BRIEF: Return each of the entries below precisely, with no pictures in the result.

>>

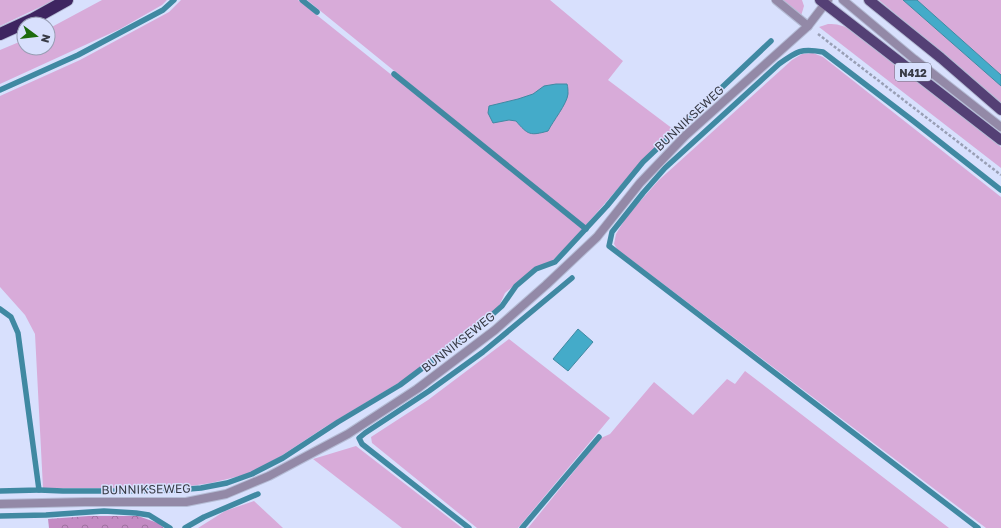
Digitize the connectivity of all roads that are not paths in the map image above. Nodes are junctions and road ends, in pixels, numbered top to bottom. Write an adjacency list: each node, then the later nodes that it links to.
1 (67, 0): 7 (highway)
2 (776, 0): 6 (street)
3 (843, 0): 9 (street, N412)
4 (869, 0): 8 (main road, N412)
5 (824, 1): 6 (street, BUNNIKSEWEG); 10 (main road, N412)
6 (808, 26): 11 (street, BUNNIKSEWEG)
7 (0, 34)
8 (1001, 110)
9 (1001, 127)
10 (1001, 140)
11 (0, 504)

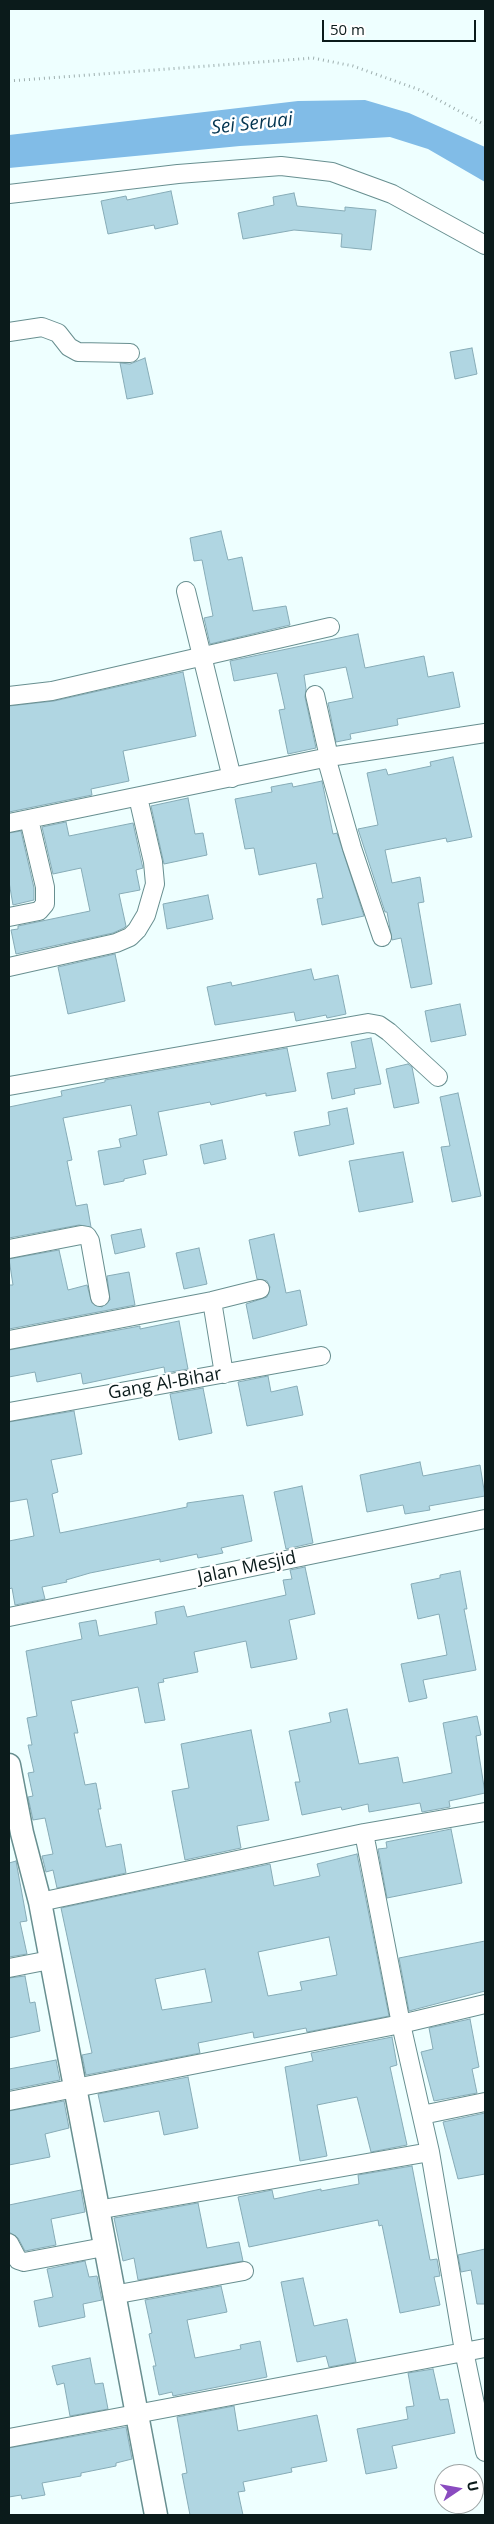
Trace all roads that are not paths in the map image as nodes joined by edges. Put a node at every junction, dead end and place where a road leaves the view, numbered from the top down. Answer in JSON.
{"nodes":[{"id":1,"x":9,"y":194,"type":"edge"},
{"id":2,"x":485,"y":245,"type":"edge"},
{"id":3,"x":9,"y":332,"type":"edge"},
{"id":4,"x":130,"y":353,"type":"dead end"},
{"id":5,"x":186,"y":591,"type":"dead end"},
{"id":6,"x":330,"y":627,"type":"dead end"},
{"id":7,"x":202,"y":658,"type":"junction"},
{"id":8,"x":315,"y":695,"type":"dead end"},
{"id":9,"x":9,"y":696,"type":"edge"},
{"id":10,"x":485,"y":733,"type":"edge"},
{"id":11,"x":328,"y":757,"type":"junction"},
{"id":12,"x":232,"y":778,"type":"junction"},
{"id":13,"x":138,"y":797,"type":"junction"},
{"id":14,"x":29,"y":819,"type":"junction"},
{"id":15,"x":9,"y":822,"type":"edge"},
{"id":16,"x":9,"y":917,"type":"edge"},
{"id":17,"x":382,"y":937,"type":"dead end"},
{"id":18,"x":9,"y":967,"type":"edge"},
{"id":19,"x":438,"y":1077,"type":"dead end"},
{"id":20,"x":9,"y":1086,"type":"edge"},
{"id":21,"x":9,"y":1249,"type":"edge"},
{"id":22,"x":260,"y":1288,"type":"dead end"},
{"id":23,"x":100,"y":1297,"type":"dead end"},
{"id":24,"x":212,"y":1301,"type":"junction"},
{"id":25,"x":9,"y":1340,"type":"edge"},
{"id":26,"x":321,"y":1356,"type":"dead end"},
{"id":27,"x":224,"y":1374,"type":"junction"},
{"id":28,"x":9,"y":1412,"type":"edge"},
{"id":29,"x":485,"y":1519,"type":"edge"},
{"id":30,"x":9,"y":1617,"type":"edge"},
{"id":31,"x":9,"y":1764,"type":"edge"},
{"id":32,"x":485,"y":1812,"type":"edge"},
{"id":33,"x":364,"y":1833,"type":"junction"},
{"id":34,"x":15,"y":1834,"type":"edge"},
{"id":35,"x":40,"y":1902,"type":"junction"},
{"id":36,"x":50,"y":1960,"type":"junction"},
{"id":37,"x":9,"y":1968,"type":"edge"},
{"id":38,"x":485,"y":2004,"type":"edge"},
{"id":39,"x":401,"y":2024,"type":"junction"},
{"id":40,"x":74,"y":2088,"type":"junction"},
{"id":41,"x":9,"y":2100,"type":"edge"},
{"id":42,"x":485,"y":2102,"type":"edge"},
{"id":43,"x":422,"y":2116,"type":"junction"},
{"id":44,"x":430,"y":2152,"type":"junction"},
{"id":45,"x":97,"y":2210,"type":"junction"},
{"id":46,"x":9,"y":2243,"type":"edge"},
{"id":47,"x":104,"y":2247,"type":"junction"},
{"id":48,"x":244,"y":2271,"type":"dead end"},
{"id":49,"x":113,"y":2295,"type":"junction"},
{"id":50,"x":485,"y":2348,"type":"edge"},
{"id":51,"x":464,"y":2351,"type":"junction"},
{"id":52,"x":135,"y":2414,"type":"junction"},
{"id":53,"x":9,"y":2438,"type":"edge"},
{"id":54,"x":485,"y":2452,"type":"edge"},
{"id":55,"x":156,"y":2515,"type":"edge"}],
"edges":[{"from":1,"to":2,"type":"street"},
{"from":3,"to":4,"type":"street"},
{"from":5,"to":7,"type":"street"},
{"from":6,"to":7,"type":"street"},
{"from":7,"to":9,"type":"street"},
{"from":7,"to":12,"type":"street"},
{"from":8,"to":11,"type":"street"},
{"from":10,"to":11,"type":"street"},
{"from":11,"to":12,"type":"street"},
{"from":11,"to":17,"type":"street"},
{"from":12,"to":13,"type":"street"},
{"from":13,"to":14,"type":"street"},
{"from":13,"to":18,"type":"street"},
{"from":14,"to":15,"type":"street"},
{"from":14,"to":16,"type":"street"},
{"from":19,"to":20,"type":"street"},
{"from":21,"to":23,"type":"street"},
{"from":22,"to":24,"type":"street"},
{"from":24,"to":25,"type":"street"},
{"from":24,"to":27,"type":"street"},
{"from":26,"to":27,"type":"street","name":"Gang Al-Bihar"},
{"from":27,"to":28,"type":"street","name":"Gang Al-Bihar"},
{"from":29,"to":30,"type":"street","name":"Jalan Mesjid"},
{"from":31,"to":34,"type":"street"},
{"from":32,"to":33,"type":"street"},
{"from":33,"to":35,"type":"street"},
{"from":33,"to":39,"type":"street"},
{"from":34,"to":35,"type":"street"},
{"from":35,"to":36,"type":"street"},
{"from":36,"to":37,"type":"street"},
{"from":36,"to":40,"type":"street"},
{"from":38,"to":39,"type":"street"},
{"from":39,"to":40,"type":"street"},
{"from":39,"to":43,"type":"street"},
{"from":40,"to":41,"type":"street"},
{"from":40,"to":45,"type":"street"},
{"from":42,"to":43,"type":"street"},
{"from":43,"to":44,"type":"street"},
{"from":44,"to":45,"type":"street"},
{"from":44,"to":51,"type":"street"},
{"from":45,"to":47,"type":"street"},
{"from":46,"to":47,"type":"street"},
{"from":47,"to":49,"type":"street"},
{"from":48,"to":49,"type":"street"},
{"from":49,"to":52,"type":"street"},
{"from":50,"to":51,"type":"street"},
{"from":51,"to":52,"type":"street"},
{"from":51,"to":54,"type":"street"},
{"from":52,"to":53,"type":"street"},
{"from":52,"to":55,"type":"street"}]}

<<

TASK OUTPUT:
Digitize the connectivity of all roads that are not paths in the map image above. Nodes are junctions and road ends, in pixels, numbered top to bottom. Write an adjacency list: each node, then the later nodes that it links to.
1 (67, 0): 7 (highway)
2 (776, 0): 6 (street)
3 (843, 0): 9 (street, N412)
4 (869, 0): 8 (main road, N412)
5 (824, 1): 6 (street, BUNNIKSEWEG); 10 (main road, N412)
6 (808, 26): 11 (street, BUNNIKSEWEG)
7 (0, 34)
8 (1001, 110)
9 (1001, 127)
10 (1001, 140)
11 (0, 504)

Trace all roads that are not paths in the map image as nodes joined by edges. Put a node at every junction, dead end and place where a road leaves the view, numbered from the top down. Answer in JSON.
{"nodes":[{"id":1,"x":9,"y":194,"type":"edge"},
{"id":2,"x":485,"y":245,"type":"edge"},
{"id":3,"x":9,"y":332,"type":"edge"},
{"id":4,"x":130,"y":353,"type":"dead end"},
{"id":5,"x":186,"y":591,"type":"dead end"},
{"id":6,"x":330,"y":627,"type":"dead end"},
{"id":7,"x":202,"y":658,"type":"junction"},
{"id":8,"x":315,"y":695,"type":"dead end"},
{"id":9,"x":9,"y":696,"type":"edge"},
{"id":10,"x":485,"y":733,"type":"edge"},
{"id":11,"x":328,"y":757,"type":"junction"},
{"id":12,"x":232,"y":778,"type":"junction"},
{"id":13,"x":138,"y":797,"type":"junction"},
{"id":14,"x":29,"y":819,"type":"junction"},
{"id":15,"x":9,"y":822,"type":"edge"},
{"id":16,"x":9,"y":917,"type":"edge"},
{"id":17,"x":382,"y":937,"type":"dead end"},
{"id":18,"x":9,"y":967,"type":"edge"},
{"id":19,"x":438,"y":1077,"type":"dead end"},
{"id":20,"x":9,"y":1086,"type":"edge"},
{"id":21,"x":9,"y":1249,"type":"edge"},
{"id":22,"x":260,"y":1288,"type":"dead end"},
{"id":23,"x":100,"y":1297,"type":"dead end"},
{"id":24,"x":212,"y":1301,"type":"junction"},
{"id":25,"x":9,"y":1340,"type":"edge"},
{"id":26,"x":321,"y":1356,"type":"dead end"},
{"id":27,"x":224,"y":1374,"type":"junction"},
{"id":28,"x":9,"y":1412,"type":"edge"},
{"id":29,"x":485,"y":1519,"type":"edge"},
{"id":30,"x":9,"y":1617,"type":"edge"},
{"id":31,"x":9,"y":1764,"type":"edge"},
{"id":32,"x":485,"y":1812,"type":"edge"},
{"id":33,"x":364,"y":1833,"type":"junction"},
{"id":34,"x":15,"y":1834,"type":"edge"},
{"id":35,"x":40,"y":1902,"type":"junction"},
{"id":36,"x":50,"y":1960,"type":"junction"},
{"id":37,"x":9,"y":1968,"type":"edge"},
{"id":38,"x":485,"y":2004,"type":"edge"},
{"id":39,"x":401,"y":2024,"type":"junction"},
{"id":40,"x":74,"y":2088,"type":"junction"},
{"id":41,"x":9,"y":2100,"type":"edge"},
{"id":42,"x":485,"y":2102,"type":"edge"},
{"id":43,"x":422,"y":2116,"type":"junction"},
{"id":44,"x":430,"y":2152,"type":"junction"},
{"id":45,"x":97,"y":2210,"type":"junction"},
{"id":46,"x":9,"y":2243,"type":"edge"},
{"id":47,"x":104,"y":2247,"type":"junction"},
{"id":48,"x":244,"y":2271,"type":"dead end"},
{"id":49,"x":113,"y":2295,"type":"junction"},
{"id":50,"x":485,"y":2348,"type":"edge"},
{"id":51,"x":464,"y":2351,"type":"junction"},
{"id":52,"x":135,"y":2414,"type":"junction"},
{"id":53,"x":9,"y":2438,"type":"edge"},
{"id":54,"x":485,"y":2452,"type":"edge"},
{"id":55,"x":156,"y":2515,"type":"edge"}],
"edges":[{"from":1,"to":2,"type":"street"},
{"from":3,"to":4,"type":"street"},
{"from":5,"to":7,"type":"street"},
{"from":6,"to":7,"type":"street"},
{"from":7,"to":9,"type":"street"},
{"from":7,"to":12,"type":"street"},
{"from":8,"to":11,"type":"street"},
{"from":10,"to":11,"type":"street"},
{"from":11,"to":12,"type":"street"},
{"from":11,"to":17,"type":"street"},
{"from":12,"to":13,"type":"street"},
{"from":13,"to":14,"type":"street"},
{"from":13,"to":18,"type":"street"},
{"from":14,"to":15,"type":"street"},
{"from":14,"to":16,"type":"street"},
{"from":19,"to":20,"type":"street"},
{"from":21,"to":23,"type":"street"},
{"from":22,"to":24,"type":"street"},
{"from":24,"to":25,"type":"street"},
{"from":24,"to":27,"type":"street"},
{"from":26,"to":27,"type":"street","name":"Gang Al-Bihar"},
{"from":27,"to":28,"type":"street","name":"Gang Al-Bihar"},
{"from":29,"to":30,"type":"street","name":"Jalan Mesjid"},
{"from":31,"to":34,"type":"street"},
{"from":32,"to":33,"type":"street"},
{"from":33,"to":35,"type":"street"},
{"from":33,"to":39,"type":"street"},
{"from":34,"to":35,"type":"street"},
{"from":35,"to":36,"type":"street"},
{"from":36,"to":37,"type":"street"},
{"from":36,"to":40,"type":"street"},
{"from":38,"to":39,"type":"street"},
{"from":39,"to":40,"type":"street"},
{"from":39,"to":43,"type":"street"},
{"from":40,"to":41,"type":"street"},
{"from":40,"to":45,"type":"street"},
{"from":42,"to":43,"type":"street"},
{"from":43,"to":44,"type":"street"},
{"from":44,"to":45,"type":"street"},
{"from":44,"to":51,"type":"street"},
{"from":45,"to":47,"type":"street"},
{"from":46,"to":47,"type":"street"},
{"from":47,"to":49,"type":"street"},
{"from":48,"to":49,"type":"street"},
{"from":49,"to":52,"type":"street"},
{"from":50,"to":51,"type":"street"},
{"from":51,"to":52,"type":"street"},
{"from":51,"to":54,"type":"street"},
{"from":52,"to":53,"type":"street"},
{"from":52,"to":55,"type":"street"}]}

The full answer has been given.